It is not an attribute of the branch but of the library.
The "interface contract" is that the library does what it's documentation
says it does.
>The point I'm trying to make is that, as far as I
> can see, there is no dependency tracking between changesets, so it
> may be hard to tell whether a merge of any changeset from trunk to
> the release branch will be self-contained, or rely on another merge
> being done first.
There should be no direct dependency between changesets. If there
is - its a bug. Library A should depend upon, and only upon, the documented
interface of Library B. If merging B into the release branch breaks
library A - then either B as changed its interface so it doesn't match
the documentation or A wasn't incompliance with the documentation.
Either way its a bug.
> Anyways, my main point remains this:
>
> The way you treat the 'release branch' is how other projects use
> 'trunk' for, while what you name 'trunk' is more of a 'sandbox'
> elsewhere.
Nope.
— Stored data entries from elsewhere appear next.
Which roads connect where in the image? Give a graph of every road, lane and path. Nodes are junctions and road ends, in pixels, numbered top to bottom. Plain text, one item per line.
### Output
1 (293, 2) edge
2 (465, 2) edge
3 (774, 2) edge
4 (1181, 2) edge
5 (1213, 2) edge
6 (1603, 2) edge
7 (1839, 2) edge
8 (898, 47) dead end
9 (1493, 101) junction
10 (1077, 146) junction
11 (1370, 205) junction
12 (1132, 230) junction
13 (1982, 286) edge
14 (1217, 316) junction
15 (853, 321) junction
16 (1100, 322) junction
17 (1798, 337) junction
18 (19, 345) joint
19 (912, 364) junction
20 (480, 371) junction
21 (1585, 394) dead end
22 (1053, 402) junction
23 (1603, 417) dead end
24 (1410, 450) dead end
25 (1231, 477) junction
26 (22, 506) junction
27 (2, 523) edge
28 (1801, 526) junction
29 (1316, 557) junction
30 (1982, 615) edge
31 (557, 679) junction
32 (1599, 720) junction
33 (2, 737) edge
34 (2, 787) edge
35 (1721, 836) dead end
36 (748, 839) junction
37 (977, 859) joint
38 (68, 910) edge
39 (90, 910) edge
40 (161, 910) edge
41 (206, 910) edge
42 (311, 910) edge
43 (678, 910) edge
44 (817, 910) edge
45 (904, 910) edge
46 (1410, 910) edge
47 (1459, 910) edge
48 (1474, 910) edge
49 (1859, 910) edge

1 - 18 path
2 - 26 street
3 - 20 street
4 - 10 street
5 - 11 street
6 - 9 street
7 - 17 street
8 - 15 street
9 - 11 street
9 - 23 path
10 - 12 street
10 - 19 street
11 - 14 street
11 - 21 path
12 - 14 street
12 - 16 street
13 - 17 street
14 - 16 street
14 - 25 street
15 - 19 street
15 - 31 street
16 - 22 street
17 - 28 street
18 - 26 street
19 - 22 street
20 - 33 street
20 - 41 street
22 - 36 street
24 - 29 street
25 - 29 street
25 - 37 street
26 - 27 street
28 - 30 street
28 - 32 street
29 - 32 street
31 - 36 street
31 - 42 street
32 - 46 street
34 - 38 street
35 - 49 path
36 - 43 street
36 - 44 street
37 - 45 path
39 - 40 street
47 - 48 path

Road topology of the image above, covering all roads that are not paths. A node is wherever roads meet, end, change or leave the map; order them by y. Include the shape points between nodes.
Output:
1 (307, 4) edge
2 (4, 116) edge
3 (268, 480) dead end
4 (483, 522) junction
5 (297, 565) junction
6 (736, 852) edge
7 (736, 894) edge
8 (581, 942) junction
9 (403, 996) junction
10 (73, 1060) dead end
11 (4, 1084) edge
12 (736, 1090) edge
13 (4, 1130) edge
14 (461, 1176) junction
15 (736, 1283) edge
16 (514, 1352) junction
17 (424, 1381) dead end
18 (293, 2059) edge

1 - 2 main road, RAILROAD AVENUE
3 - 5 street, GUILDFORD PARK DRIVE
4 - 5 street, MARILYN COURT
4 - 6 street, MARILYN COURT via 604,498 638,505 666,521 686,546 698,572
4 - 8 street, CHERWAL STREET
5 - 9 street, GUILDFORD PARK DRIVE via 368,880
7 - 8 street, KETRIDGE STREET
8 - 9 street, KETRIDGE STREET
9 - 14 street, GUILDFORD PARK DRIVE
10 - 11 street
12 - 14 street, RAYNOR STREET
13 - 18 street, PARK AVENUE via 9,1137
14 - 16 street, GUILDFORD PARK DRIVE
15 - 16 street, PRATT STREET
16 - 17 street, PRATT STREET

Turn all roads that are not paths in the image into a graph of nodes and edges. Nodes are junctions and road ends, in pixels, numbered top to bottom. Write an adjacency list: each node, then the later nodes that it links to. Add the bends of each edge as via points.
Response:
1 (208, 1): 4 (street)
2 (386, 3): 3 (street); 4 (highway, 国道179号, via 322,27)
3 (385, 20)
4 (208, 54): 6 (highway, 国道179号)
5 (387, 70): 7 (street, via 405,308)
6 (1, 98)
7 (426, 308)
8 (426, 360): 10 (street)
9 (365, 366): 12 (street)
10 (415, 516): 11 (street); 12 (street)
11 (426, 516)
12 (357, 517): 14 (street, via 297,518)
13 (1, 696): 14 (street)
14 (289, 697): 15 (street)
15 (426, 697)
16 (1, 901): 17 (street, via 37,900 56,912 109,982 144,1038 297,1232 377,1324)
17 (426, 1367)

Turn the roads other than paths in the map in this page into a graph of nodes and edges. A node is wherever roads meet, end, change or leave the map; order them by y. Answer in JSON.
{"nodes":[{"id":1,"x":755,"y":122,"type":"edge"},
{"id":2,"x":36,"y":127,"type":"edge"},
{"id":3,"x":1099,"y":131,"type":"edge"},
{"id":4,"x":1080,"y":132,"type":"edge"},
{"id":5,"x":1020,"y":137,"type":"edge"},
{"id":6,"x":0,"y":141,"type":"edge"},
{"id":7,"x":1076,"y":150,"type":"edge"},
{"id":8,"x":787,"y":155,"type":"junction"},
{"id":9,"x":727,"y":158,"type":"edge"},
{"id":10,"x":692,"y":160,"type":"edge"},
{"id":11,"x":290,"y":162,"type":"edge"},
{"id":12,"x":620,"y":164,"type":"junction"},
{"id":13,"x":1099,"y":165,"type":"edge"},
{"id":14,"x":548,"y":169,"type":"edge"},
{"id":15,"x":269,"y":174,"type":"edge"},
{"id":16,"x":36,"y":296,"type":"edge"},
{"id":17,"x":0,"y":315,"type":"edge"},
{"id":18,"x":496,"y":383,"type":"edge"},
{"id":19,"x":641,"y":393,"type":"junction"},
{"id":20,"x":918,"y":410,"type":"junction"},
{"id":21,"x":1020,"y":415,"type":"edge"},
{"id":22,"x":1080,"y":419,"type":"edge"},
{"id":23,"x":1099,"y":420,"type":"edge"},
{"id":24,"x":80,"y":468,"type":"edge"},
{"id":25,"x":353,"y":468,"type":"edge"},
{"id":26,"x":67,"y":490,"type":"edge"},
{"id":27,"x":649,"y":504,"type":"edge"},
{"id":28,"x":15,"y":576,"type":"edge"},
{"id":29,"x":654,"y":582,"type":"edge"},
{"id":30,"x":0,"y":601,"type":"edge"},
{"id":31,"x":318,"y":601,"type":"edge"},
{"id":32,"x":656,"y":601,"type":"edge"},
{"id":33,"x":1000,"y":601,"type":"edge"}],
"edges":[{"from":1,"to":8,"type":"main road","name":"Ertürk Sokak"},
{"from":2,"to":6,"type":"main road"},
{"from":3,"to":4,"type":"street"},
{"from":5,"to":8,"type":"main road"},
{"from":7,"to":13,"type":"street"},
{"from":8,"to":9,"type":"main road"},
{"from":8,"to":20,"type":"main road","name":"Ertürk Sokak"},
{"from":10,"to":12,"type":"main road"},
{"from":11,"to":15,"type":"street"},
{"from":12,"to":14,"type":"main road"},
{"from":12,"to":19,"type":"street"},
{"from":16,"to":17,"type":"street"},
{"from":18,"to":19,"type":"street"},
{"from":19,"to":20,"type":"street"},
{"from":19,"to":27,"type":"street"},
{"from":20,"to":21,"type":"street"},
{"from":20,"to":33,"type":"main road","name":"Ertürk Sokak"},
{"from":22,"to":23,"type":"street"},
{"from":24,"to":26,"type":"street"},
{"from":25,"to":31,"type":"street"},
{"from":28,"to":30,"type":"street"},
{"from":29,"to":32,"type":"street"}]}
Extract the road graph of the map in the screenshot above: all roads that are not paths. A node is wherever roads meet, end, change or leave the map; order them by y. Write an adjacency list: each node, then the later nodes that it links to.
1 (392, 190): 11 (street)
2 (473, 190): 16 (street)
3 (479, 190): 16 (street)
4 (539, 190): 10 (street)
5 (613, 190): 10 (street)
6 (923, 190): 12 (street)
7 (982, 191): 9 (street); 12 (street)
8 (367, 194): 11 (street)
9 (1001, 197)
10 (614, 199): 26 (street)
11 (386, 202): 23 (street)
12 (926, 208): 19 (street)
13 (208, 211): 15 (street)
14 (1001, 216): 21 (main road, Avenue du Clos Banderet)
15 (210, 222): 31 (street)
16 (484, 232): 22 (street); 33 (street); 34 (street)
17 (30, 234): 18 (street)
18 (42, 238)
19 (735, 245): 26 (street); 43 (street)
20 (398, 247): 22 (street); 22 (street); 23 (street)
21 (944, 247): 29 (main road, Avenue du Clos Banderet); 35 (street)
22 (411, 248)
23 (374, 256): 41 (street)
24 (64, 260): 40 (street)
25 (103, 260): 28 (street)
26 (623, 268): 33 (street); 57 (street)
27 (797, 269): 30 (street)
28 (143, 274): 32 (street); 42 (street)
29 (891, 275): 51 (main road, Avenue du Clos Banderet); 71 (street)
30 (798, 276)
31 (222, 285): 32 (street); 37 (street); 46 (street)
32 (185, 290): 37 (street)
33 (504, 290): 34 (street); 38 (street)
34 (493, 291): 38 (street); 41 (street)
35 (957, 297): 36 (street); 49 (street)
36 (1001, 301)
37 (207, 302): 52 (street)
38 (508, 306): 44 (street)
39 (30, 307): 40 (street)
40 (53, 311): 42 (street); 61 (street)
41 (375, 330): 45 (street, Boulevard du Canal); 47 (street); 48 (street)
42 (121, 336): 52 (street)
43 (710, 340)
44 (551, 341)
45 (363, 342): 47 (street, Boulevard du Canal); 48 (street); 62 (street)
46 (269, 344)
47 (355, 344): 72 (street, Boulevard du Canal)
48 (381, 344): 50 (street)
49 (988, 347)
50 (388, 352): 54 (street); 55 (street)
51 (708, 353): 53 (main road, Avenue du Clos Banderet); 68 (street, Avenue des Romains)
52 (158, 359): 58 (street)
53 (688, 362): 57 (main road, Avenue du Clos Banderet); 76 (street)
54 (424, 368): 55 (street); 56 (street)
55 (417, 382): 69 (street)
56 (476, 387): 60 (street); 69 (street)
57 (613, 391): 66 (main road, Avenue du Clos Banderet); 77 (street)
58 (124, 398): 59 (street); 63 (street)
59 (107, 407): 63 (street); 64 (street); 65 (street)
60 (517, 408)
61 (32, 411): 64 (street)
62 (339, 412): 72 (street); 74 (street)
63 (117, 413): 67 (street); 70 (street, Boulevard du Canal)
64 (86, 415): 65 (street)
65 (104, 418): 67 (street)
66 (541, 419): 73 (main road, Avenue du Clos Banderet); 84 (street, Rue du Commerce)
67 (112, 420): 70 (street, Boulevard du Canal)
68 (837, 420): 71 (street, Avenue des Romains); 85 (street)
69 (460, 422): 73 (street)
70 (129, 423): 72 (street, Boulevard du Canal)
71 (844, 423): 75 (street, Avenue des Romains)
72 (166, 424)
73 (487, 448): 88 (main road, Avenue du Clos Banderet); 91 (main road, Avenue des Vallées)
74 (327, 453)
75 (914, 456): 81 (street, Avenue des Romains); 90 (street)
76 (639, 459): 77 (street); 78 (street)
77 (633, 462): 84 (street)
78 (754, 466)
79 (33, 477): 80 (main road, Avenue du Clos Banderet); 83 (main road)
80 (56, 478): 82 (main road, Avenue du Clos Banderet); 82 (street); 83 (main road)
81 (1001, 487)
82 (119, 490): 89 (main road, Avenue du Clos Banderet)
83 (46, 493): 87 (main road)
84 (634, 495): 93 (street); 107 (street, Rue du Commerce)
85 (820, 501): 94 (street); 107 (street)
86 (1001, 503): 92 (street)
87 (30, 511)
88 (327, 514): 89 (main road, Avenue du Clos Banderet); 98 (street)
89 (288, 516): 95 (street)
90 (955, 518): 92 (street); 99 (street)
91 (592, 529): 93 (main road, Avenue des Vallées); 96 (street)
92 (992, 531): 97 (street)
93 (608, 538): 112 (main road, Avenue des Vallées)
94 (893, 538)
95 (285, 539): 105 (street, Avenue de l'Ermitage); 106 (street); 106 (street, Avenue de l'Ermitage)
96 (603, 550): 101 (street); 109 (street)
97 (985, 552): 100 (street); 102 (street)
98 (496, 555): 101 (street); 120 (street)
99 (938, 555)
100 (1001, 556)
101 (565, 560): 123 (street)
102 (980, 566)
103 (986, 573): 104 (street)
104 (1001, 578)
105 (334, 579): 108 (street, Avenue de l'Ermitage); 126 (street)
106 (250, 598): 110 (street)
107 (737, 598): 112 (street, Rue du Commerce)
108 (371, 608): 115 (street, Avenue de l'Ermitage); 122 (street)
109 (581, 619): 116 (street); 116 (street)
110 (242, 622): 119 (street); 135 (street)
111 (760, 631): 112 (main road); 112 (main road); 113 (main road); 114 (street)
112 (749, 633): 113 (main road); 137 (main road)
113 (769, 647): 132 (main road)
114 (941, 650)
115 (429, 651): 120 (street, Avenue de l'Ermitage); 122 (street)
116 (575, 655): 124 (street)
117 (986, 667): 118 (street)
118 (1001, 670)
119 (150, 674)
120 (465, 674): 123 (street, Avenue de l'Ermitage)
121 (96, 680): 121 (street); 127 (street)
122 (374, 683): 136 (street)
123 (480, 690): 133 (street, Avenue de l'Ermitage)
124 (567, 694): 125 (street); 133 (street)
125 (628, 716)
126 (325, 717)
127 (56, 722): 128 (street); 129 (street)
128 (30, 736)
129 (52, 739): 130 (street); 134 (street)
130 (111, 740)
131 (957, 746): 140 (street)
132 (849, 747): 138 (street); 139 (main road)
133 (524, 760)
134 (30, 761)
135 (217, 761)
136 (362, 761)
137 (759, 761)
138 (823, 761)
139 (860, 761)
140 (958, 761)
The trunk is where libraries are tested before being merged
into the trunk.
A "sandbox" would be a separate branch where experiments are
conducted. For this one doesn't need all the testing on various
platforms - yet. When the "experiment" is ready for that, then
it gets merged into the trunk.
> Only that boost doesn't have what other projects call release
> branches, so you are unable to do bugfix-only releases.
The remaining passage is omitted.